Yazarı ve telif tarihi bilinmeyen bir Surnâme-i Hümâyun ile Gelibolulu Âli’nin Mevaıdü’n- Nefâis’inde adı geçen Karaca Oğlan, Eski Karaca Oğlan diye adlandırılan başka bir âşıktır (Sakaoğlu 2012: 37- 56). Karaca Oğlan’ın notaya alınmış ilk şiirleri de onun en eski şiirleri arasında yer almaktadır (Sakaoğlu 2012: 872-876). Karaca Oğlan’ın yayımlanan ilk şiirleri, İngiltere’nin İran büyükelçisi A. Chodzko tarafından, 1833 yılında Kuzey Horasan’da derlenip 1842 yılında nesir şeklinde ve İngilizce olarak yayımlanan üç şiiridir (Sakaoğlu 2012: 241-242). Türkçe yayımlanan ilk şiirleri ise küçük parçalar hâlinde 1890 yılında Macaristan’da Ignaz Kúnos imzasıyla yer alır (Kúnos 1890: 113-156; Sakaoğlu 2012: 81-82). Türkiye’de ilk şiir yayını ise Kúnos’tan 18 yıl sonra Köprülüzade tarafından gerçekleştirilir: "Bire ağ(a)lar bire beğler/Ölmeden bir dem sürelim/ Gözümüze kara toprak/ Dolmadan bir dem sürelim"(Köprülüzade 1914: 2; Sakaoğlu 2012: 71). O daha sonra, 1918’de de âşığın üç şiirini daha yayımlayarak gelecek kuşaklara yol açar (Köprülüzâde 1918: 960). Nitekim bütünüyle derlemeye dayanan otuz bir şiir 1921-1922 yıllarında A. R. [Yalgın] tarafından, Konya’da yayımlanan Babalık gazetesinde tefrika edilir (Yalgın 1921-1922). Karaca Oğlan âşık edebiyatının zirve şairi olmakla birlikte daha zamanında başlanılarak küçümsenmiş ve aşağılanmıştır. Bunda, onun aruz veznini kullanmamasının, dilinin çok sade olmasının ve Anadolu halkı arasında gördüğü aşırı ilginin izleri vardır. Şu dörtlük Âşık Ömer’in Şairname olarak bilinen destanından alınmıştır. "Öksüz Âşık deyişleri aseldir/Karac’Oğlan ise eski meseldir/Ezgisi çağrılır keyfe keseldir/Biz şair saymayız öyle ozanı" (Sakaoğlu 2012: 60).

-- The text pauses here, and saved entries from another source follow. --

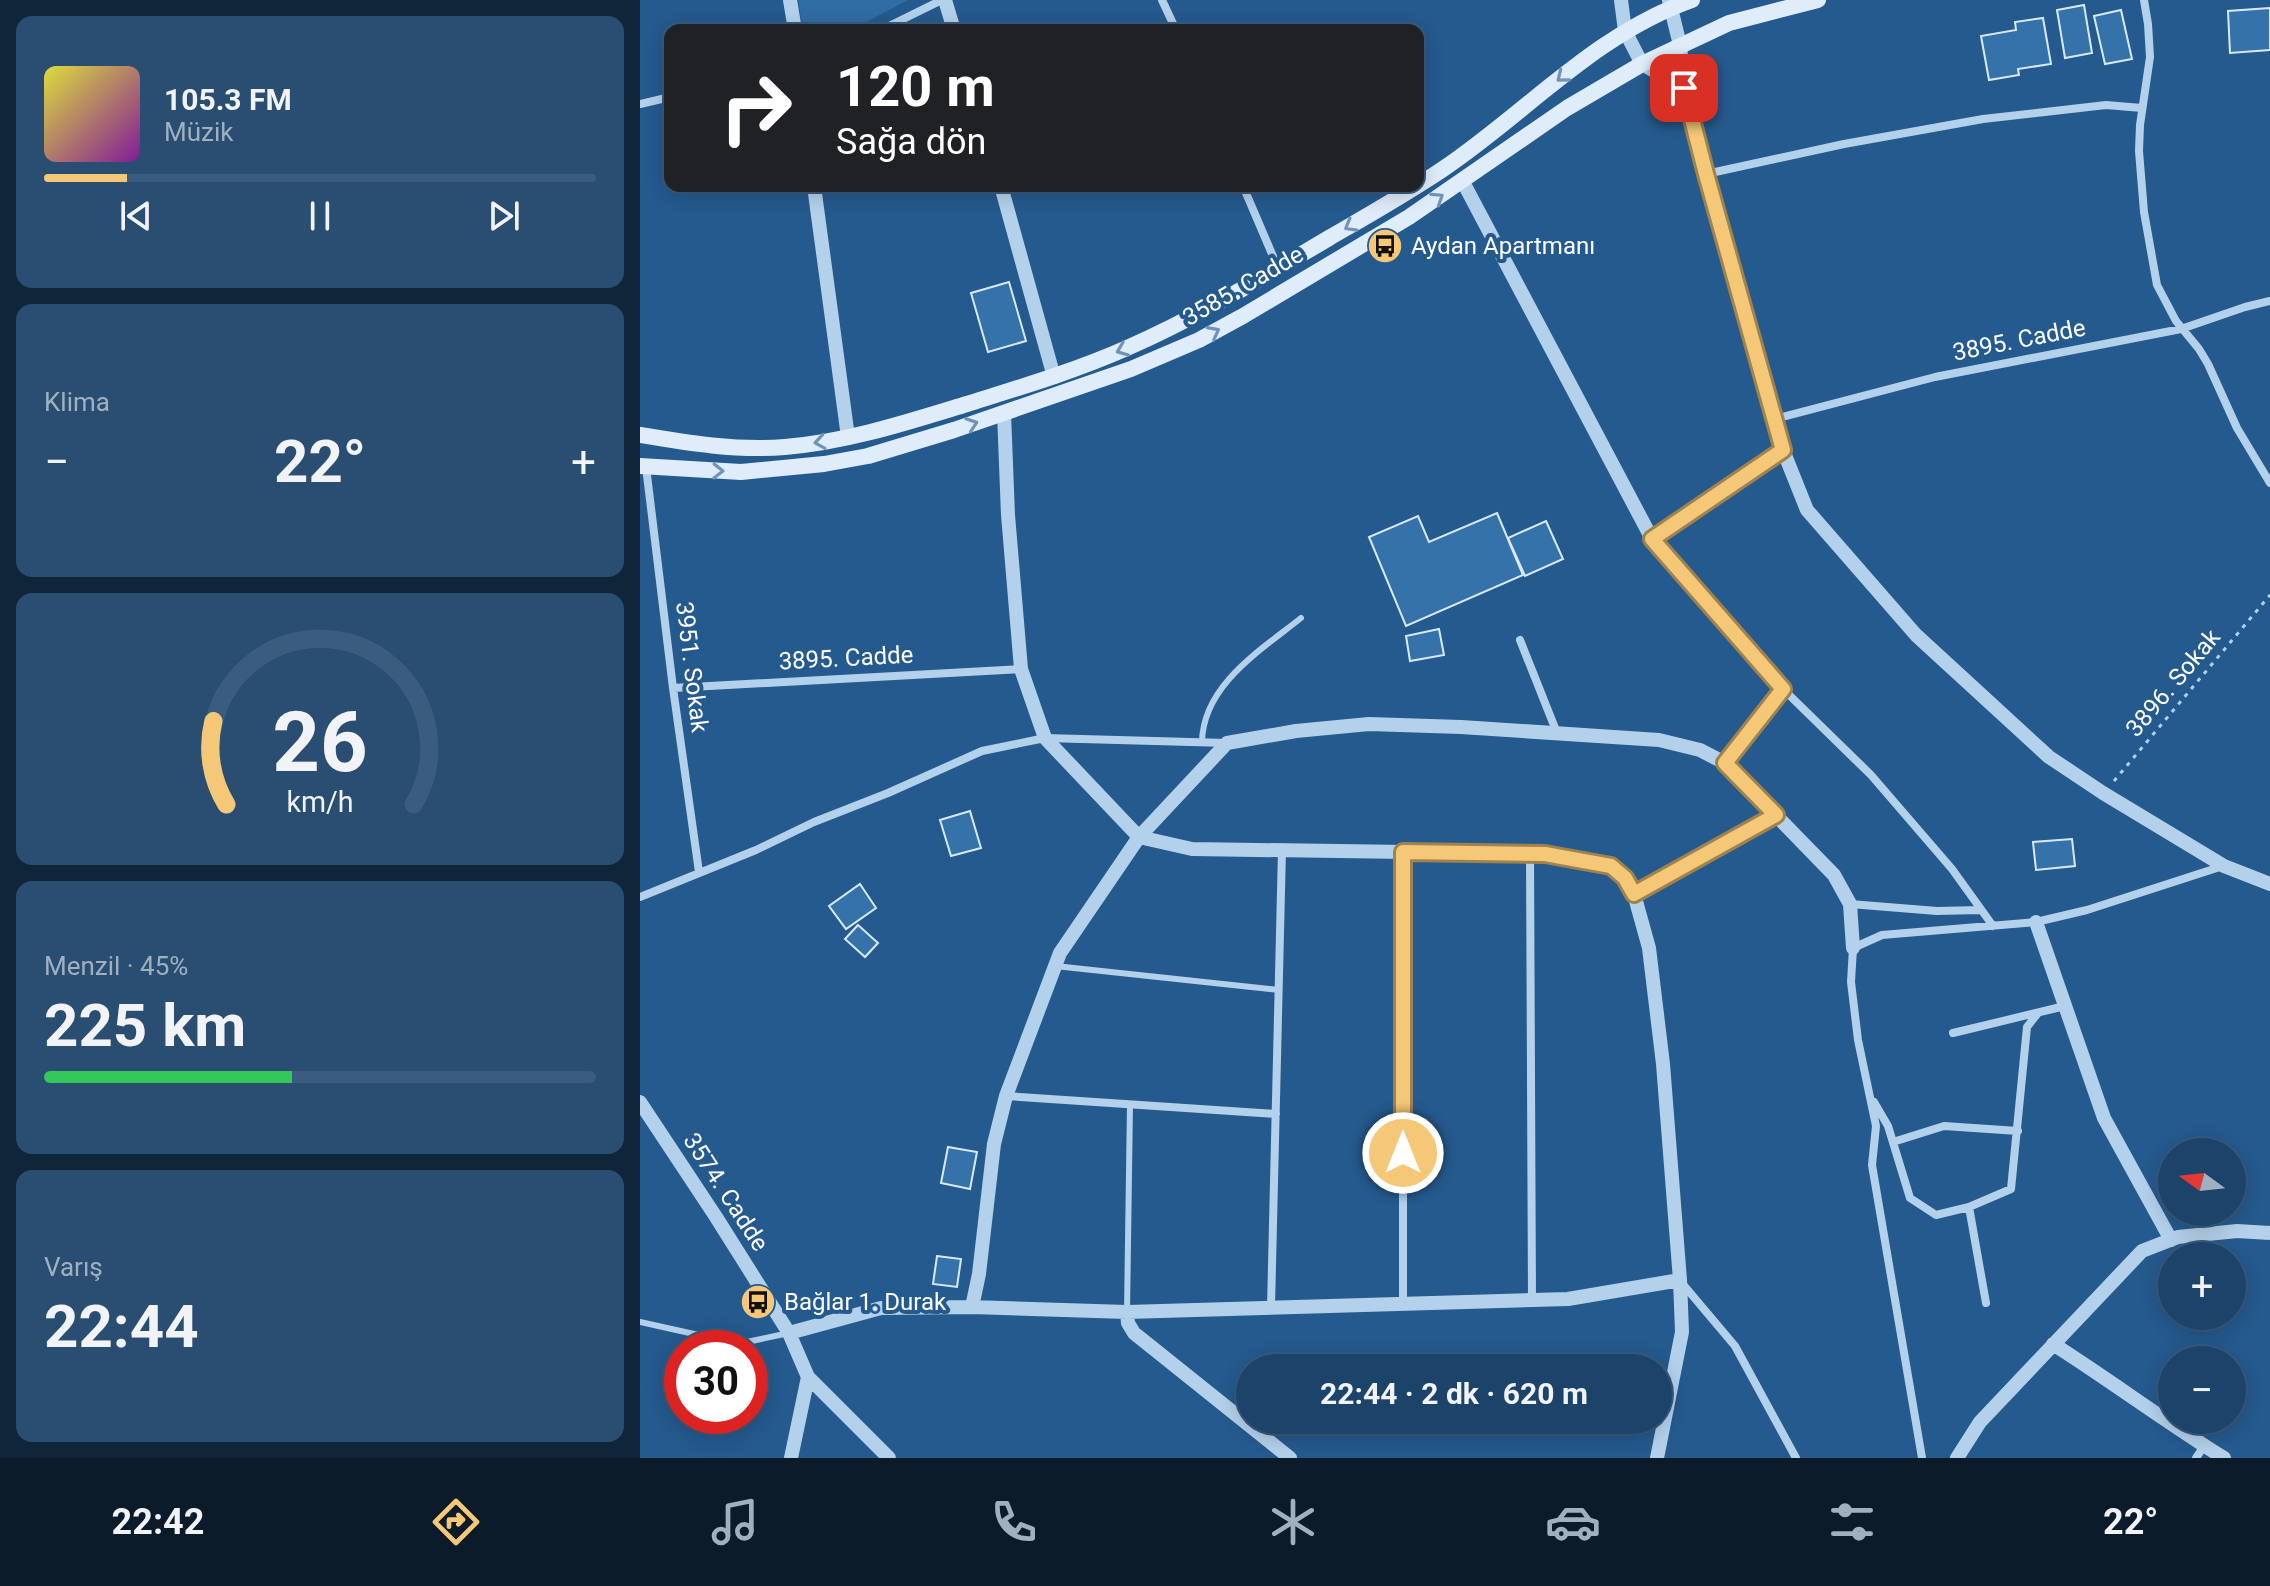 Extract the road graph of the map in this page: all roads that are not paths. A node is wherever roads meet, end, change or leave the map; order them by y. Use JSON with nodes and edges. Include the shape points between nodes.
{"nodes":[{"id":1,"x":790,"y":0,"type":"edge"},
{"id":2,"x":944,"y":0,"type":"edge"},
{"id":3,"x":1162,"y":0,"type":"edge"},
{"id":4,"x":1621,"y":0,"type":"edge"},
{"id":5,"x":1692,"y":0,"type":"edge"},
{"id":6,"x":1818,"y":0,"type":"edge"},
{"id":7,"x":2144,"y":0,"type":"edge"},
{"id":8,"x":1670,"y":4,"type":"edge"},
{"id":9,"x":794,"y":24,"type":"edge"},
{"id":10,"x":894,"y":24,"type":"edge"},
{"id":11,"x":952,"y":24,"type":"edge"},
{"id":12,"x":1173,"y":24,"type":"edge"},
{"id":13,"x":1625,"y":31,"type":"junction"},
{"id":14,"x":1680,"y":45,"type":"junction"},
{"id":15,"x":1642,"y":64,"type":"junction"},
{"id":16,"x":1684,"y":88,"type":"junction"},
{"id":17,"x":664,"y":98,"type":"edge"},
{"id":18,"x":640,"y":104,"type":"edge"},
{"id":19,"x":2142,"y":108,"type":"junction"},
{"id":20,"x":1706,"y":174,"type":"junction"},
{"id":21,"x":1424,"y":182,"type":"edge"},
{"id":22,"x":1463,"y":182,"type":"junction"},
{"id":23,"x":815,"y":192,"type":"edge"},
{"id":24,"x":1003,"y":192,"type":"edge"},
{"id":25,"x":1246,"y":192,"type":"edge"},
{"id":26,"x":1409,"y":192,"type":"edge"},
{"id":27,"x":1278,"y":269,"type":"junction"},
{"id":28,"x":2270,"y":301,"type":"edge"},
{"id":29,"x":2181,"y":329,"type":"junction"},
{"id":30,"x":1054,"y":377,"type":"junction"},
{"id":31,"x":1004,"y":413,"type":"junction"},
{"id":32,"x":1775,"y":419,"type":"junction"},
{"id":33,"x":640,"y":435,"type":"edge"},
{"id":34,"x":848,"y":437,"type":"junction"},
{"id":35,"x":1783,"y":450,"type":"junction"},
{"id":36,"x":643,"y":467,"type":"edge"},
{"id":37,"x":2270,"y":483,"type":"edge"},
{"id":38,"x":1652,"y":539,"type":"junction"},
{"id":39,"x":1301,"y":618,"type":"dead end"},
{"id":40,"x":1520,"y":640,"type":"dead end"},
{"id":41,"x":1021,"y":669,"type":"junction"},
{"id":42,"x":673,"y":688,"type":"junction"},
{"id":43,"x":1783,"y":689,"type":"junction"},
{"id":44,"x":1557,"y":733,"type":"junction"},
{"id":45,"x":1045,"y":738,"type":"junction"},
{"id":46,"x":1202,"y":742,"type":"junction"},
{"id":47,"x":1227,"y":743,"type":"junction"},
{"id":48,"x":1725,"y":763,"type":"junction"},
{"id":49,"x":1776,"y":815,"type":"junction"},
{"id":50,"x":1139,"y":837,"type":"junction"},
{"id":51,"x":1282,"y":850,"type":"junction"},
{"id":52,"x":1403,"y":852,"type":"junction"},
{"id":53,"x":1530,"y":854,"type":"junction"},
{"id":54,"x":2224,"y":866,"type":"junction"},
{"id":55,"x":699,"y":872,"type":"junction"},
{"id":56,"x":2270,"y":884,"type":"edge"},
{"id":57,"x":1634,"y":894,"type":"junction"},
{"id":58,"x":640,"y":897,"type":"edge"},
{"id":59,"x":1850,"y":904,"type":"junction"},
{"id":60,"x":1981,"y":910,"type":"junction"},
{"id":61,"x":2036,"y":922,"type":"junction"},
{"id":62,"x":1993,"y":926,"type":"junction"},
{"id":63,"x":1853,"y":948,"type":"junction"},
{"id":64,"x":1055,"y":966,"type":"junction"},
{"id":65,"x":1279,"y":990,"type":"junction"},
{"id":66,"x":2065,"y":1006,"type":"junction"},
{"id":67,"x":2038,"y":1013,"type":"junction"},
{"id":68,"x":1953,"y":1033,"type":"dead end"},
{"id":69,"x":1870,"y":1094,"type":"junction"},
{"id":70,"x":1006,"y":1096,"type":"junction"},
{"id":71,"x":640,"y":1102,"type":"edge"},
{"id":72,"x":1130,"y":1104,"type":"junction"},
{"id":73,"x":1276,"y":1114,"type":"junction"},
{"id":74,"x":2018,"y":1131,"type":"junction"},
{"id":75,"x":1893,"y":1142,"type":"junction"},
{"id":76,"x":1969,"y":1207,"type":"junction"},
{"id":77,"x":2270,"y":1233,"type":"edge"},
{"id":78,"x":2171,"y":1240,"type":"junction"},
{"id":79,"x":1680,"y":1280,"type":"junction"},
{"id":80,"x":1532,"y":1300,"type":"junction"},
{"id":81,"x":1403,"y":1303,"type":"junction"},
{"id":82,"x":1986,"y":1303,"type":"dead end"},
{"id":83,"x":972,"y":1307,"type":"junction"},
{"id":84,"x":1271,"y":1307,"type":"junction"},
{"id":85,"x":1127,"y":1312,"type":"junction"},
{"id":86,"x":640,"y":1322,"type":"edge"},
{"id":87,"x":789,"y":1333,"type":"junction"},
{"id":88,"x":2053,"y":1344,"type":"junction"},
{"id":89,"x":808,"y":1377,"type":"junction"},
{"id":90,"x":2200,"y":1452,"type":"edge"},
{"id":91,"x":791,"y":1458,"type":"edge"},
{"id":92,"x":889,"y":1458,"type":"edge"},
{"id":93,"x":1290,"y":1458,"type":"edge"},
{"id":94,"x":1657,"y":1458,"type":"edge"},
{"id":95,"x":1796,"y":1458,"type":"edge"},
{"id":96,"x":1922,"y":1458,"type":"edge"},
{"id":97,"x":1957,"y":1458,"type":"edge"},
{"id":98,"x":2224,"y":1458,"type":"edge"}],
"edges":[{"from":1,"to":9,"type":"street"},
{"from":2,"to":10,"type":"street"},
{"from":2,"to":11,"type":"street"},
{"from":3,"to":12,"type":"street"},
{"from":4,"to":13,"type":"street"},
{"from":5,"to":8,"type":"main road","name":"3585. Cadde"},
{"from":6,"to":14,"type":"main road","name":"3585. Cadde","via":[[1729,23]]},
{"from":7,"to":19,"type":"street","via":[[2150,57]]},
{"from":8,"to":13,"type":"main road","name":"3585. Cadde"},
{"from":8,"to":14,"type":"street"},
{"from":13,"to":15,"type":"street"},
{"from":13,"to":21,"type":"main road","name":"3585. Cadde","one_way":true},
{"from":14,"to":15,"type":"main road","name":"3585. Cadde"},
{"from":14,"to":16,"type":"street"},
{"from":15,"to":16,"type":"street"},
{"from":15,"to":22,"type":"main road","name":"3585. Cadde","via":[[1567,108]]},
{"from":16,"to":20,"type":"street"},
{"from":17,"to":18,"type":"street"},
{"from":19,"to":20,"type":"street","via":[[2106,105],[1983,119]]},
{"from":19,"to":29,"type":"street","via":[[2140,180],[2150,250],[2157,285]]},
{"from":20,"to":32,"type":"street"},
{"from":31,"to":22,"type":"main road","name":"3585. Cadde","one_way":true,"via":[[1199,340]]},
{"from":22,"to":38,"type":"street"},
{"from":23,"to":34,"type":"street"},
{"from":24,"to":30,"type":"street"},
{"from":25,"to":27,"type":"street"},
{"from":26,"to":27,"type":"main road","name":"3585. Cadde","one_way":true},
{"from":27,"to":30,"type":"main road","name":"3585. Cadde","one_way":true,"via":[[1184,322]]},
{"from":28,"to":29,"type":"street","name":"3895. Cadde"},
{"from":29,"to":32,"type":"street","name":"3895. Cadde","via":[[1923,379]]},
{"from":29,"to":37,"type":"street","via":[[2208,364]]},
{"from":30,"to":34,"type":"main road","name":"3585. Cadde"},
{"from":36,"to":31,"type":"main road","name":"3585. Cadde","one_way":true,"via":[[741,472],[824,464],[898,448]]},
{"from":31,"to":41,"type":"street"},
{"from":32,"to":35,"type":"street"},
{"from":34,"to":33,"type":"main road","name":"3585. Cadde","one_way":true,"via":[[763,448]]},
{"from":35,"to":38,"type":"street"},
{"from":35,"to":54,"type":"street","via":[[1807,510],[1916,635],[2049,757]]},
{"from":36,"to":42,"type":"street","name":"3951. Sokak"},
{"from":38,"to":43,"type":"street"},
{"from":39,"to":46,"type":"lane","via":[[1242,665],[1216,696],[1205,717]]},
{"from":40,"to":44,"type":"street"},
{"from":41,"to":42,"type":"street","name":"3895. Cadde"},
{"from":41,"to":45,"type":"street"},
{"from":42,"to":55,"type":"street","name":"3951. Sokak"},
{"from":43,"to":48,"type":"street"},
{"from":43,"to":60,"type":"street","via":[[1871,775]]},
{"from":44,"to":47,"type":"street","via":[[1369,724]]},
{"from":44,"to":48,"type":"street","via":[[1659,740],[1700,750]]},
{"from":45,"to":46,"type":"street"},
{"from":45,"to":50,"type":"street"},
{"from":45,"to":55,"type":"street","via":[[982,751]]},
{"from":46,"to":47,"type":"street"},
{"from":47,"to":50,"type":"street"},
{"from":48,"to":49,"type":"street"},
{"from":49,"to":57,"type":"street"},
{"from":49,"to":59,"type":"street","via":[[1834,875]]},
{"from":50,"to":51,"type":"street","via":[[1192,849]]},
{"from":50,"to":64,"type":"street"},
{"from":51,"to":52,"type":"street"},
{"from":51,"to":65,"type":"street"},
{"from":52,"to":53,"type":"street"},
{"from":52,"to":81,"type":"street"},
{"from":53,"to":57,"type":"street","via":[[1611,866]]},
{"from":53,"to":80,"type":"street"},
{"from":54,"to":56,"type":"street"},
{"from":54,"to":61,"type":"street"},
{"from":55,"to":58,"type":"street"},
{"from":57,"to":79,"type":"street","via":[[1649,948],[1663,1064]]},
{"from":59,"to":60,"type":"street"},
{"from":59,"to":63,"type":"street"},
{"from":60,"to":62,"type":"street"},
{"from":61,"to":62,"type":"street"},
{"from":61,"to":66,"type":"street"},
{"from":62,"to":63,"type":"street","via":[[1882,935]]},
{"from":63,"to":69,"type":"street","via":[[1858,1040]]},
{"from":64,"to":65,"type":"lane"},
{"from":64,"to":70,"type":"street"},
{"from":65,"to":73,"type":"street"},
{"from":66,"to":67,"type":"street"},
{"from":66,"to":78,"type":"street","via":[[2104,1118]]},
{"from":67,"to":68,"type":"street"},
{"from":67,"to":74,"type":"street","via":[[2027,1027]]},
{"from":69,"to":75,"type":"street"},
{"from":69,"to":96,"type":"street","via":[[1876,1126],[1872,1165]]},
{"from":70,"to":72,"type":"street"},
{"from":70,"to":83,"type":"street","via":[[994,1144]]},
{"from":71,"to":87,"type":"street","name":"3574. Cadde"},
{"from":72,"to":73,"type":"street"},
{"from":72,"to":85,"type":"lane"},
{"from":73,"to":84,"type":"street"},
{"from":74,"to":75,"type":"street","via":[[1944,1126]]},
{"from":74,"to":76,"type":"street","via":[[2011,1189]]},
{"from":75,"to":76,"type":"street","via":[[1910,1198],[1936,1215]]},
{"from":76,"to":82,"type":"street"},
{"from":77,"to":78,"type":"street","via":[[2237,1231]]},
{"from":78,"to":88,"type":"street","via":[[2142,1251]]},
{"from":79,"to":80,"type":"street"},
{"from":79,"to":94,"type":"street","via":[[1682,1332]]},
{"from":79,"to":95,"type":"street","via":[[1735,1346]]},
{"from":80,"to":81,"type":"street"},
{"from":81,"to":84,"type":"street"},
{"from":83,"to":85,"type":"street"},
{"from":83,"to":87,"type":"street","via":[[881,1308]]},
{"from":84,"to":85,"type":"street"},
{"from":85,"to":93,"type":"street","via":[[1134,1333]]},
{"from":86,"to":87,"type":"lane","via":[[730,1342]]},
{"from":87,"to":89,"type":"street","name":"3574. Cadde"},
{"from":88,"to":90,"type":"street"},
{"from":88,"to":97,"type":"street","via":[[1980,1422]]},
{"from":89,"to":91,"type":"street"},
{"from":89,"to":92,"type":"street","name":"3574. Cadde"},
{"from":90,"to":98,"type":"street"}]}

Edebî sanat adı verilen, şiire renk ve güzellik katan unsurlara Karaca Oğlan’ın şiirlerinde de rastlanılır. Sıradan benzetmelerin yanında yer alan farklı güzellikteki söyleyişleri âşığın ne dereceye kadar onların birer sanatlı söyleyiş olduklarını bilerek dile ve tele dökmüştür, bilinmemektedir. Özellikle, onun, Çukurova’nın bayramlığını giyerken çıplaklığını da üzerinden soymasıyla ilgili söyleyişi kolay kolay yakalanabilecek bir sanatlı söyleyiş değildir: "Çukurova bayramlığın geyerken/ Çıplaklığın üzerinden soyarken/ Şubat ayı kış yelini kovarken/ Cennet dense sana yakışır dağlar" (Sakaoğlu 2012: 572). Bunların yanında sıradan benzetmelerle örülü dörtlükleri de vardır. Tabiatla baş başa olması onun benzetmelerine keskin çizgilerle yansımıştır. Ancak bu sade söyleyişler farklı güzelliklerle de zenginleştirilmiş olarak da görülür. "Güvercin duruşlu keklik sekişli/ Kıl ördek boyunlu ceren bakışlı/ Tavus kuşu gibi göğsü nakışlı/ Şöyle bir güzel ver gönlüm eğleyim" (Sakaoğlu 2012: 499). "Benim yârim şu dünyada birinci/ Aklımı başımdan aldı görüncü/ Almayı ayvayı narı turuncu/ Dördünü götüren dal incinir mi" (Sakaoğlu 2012: 448).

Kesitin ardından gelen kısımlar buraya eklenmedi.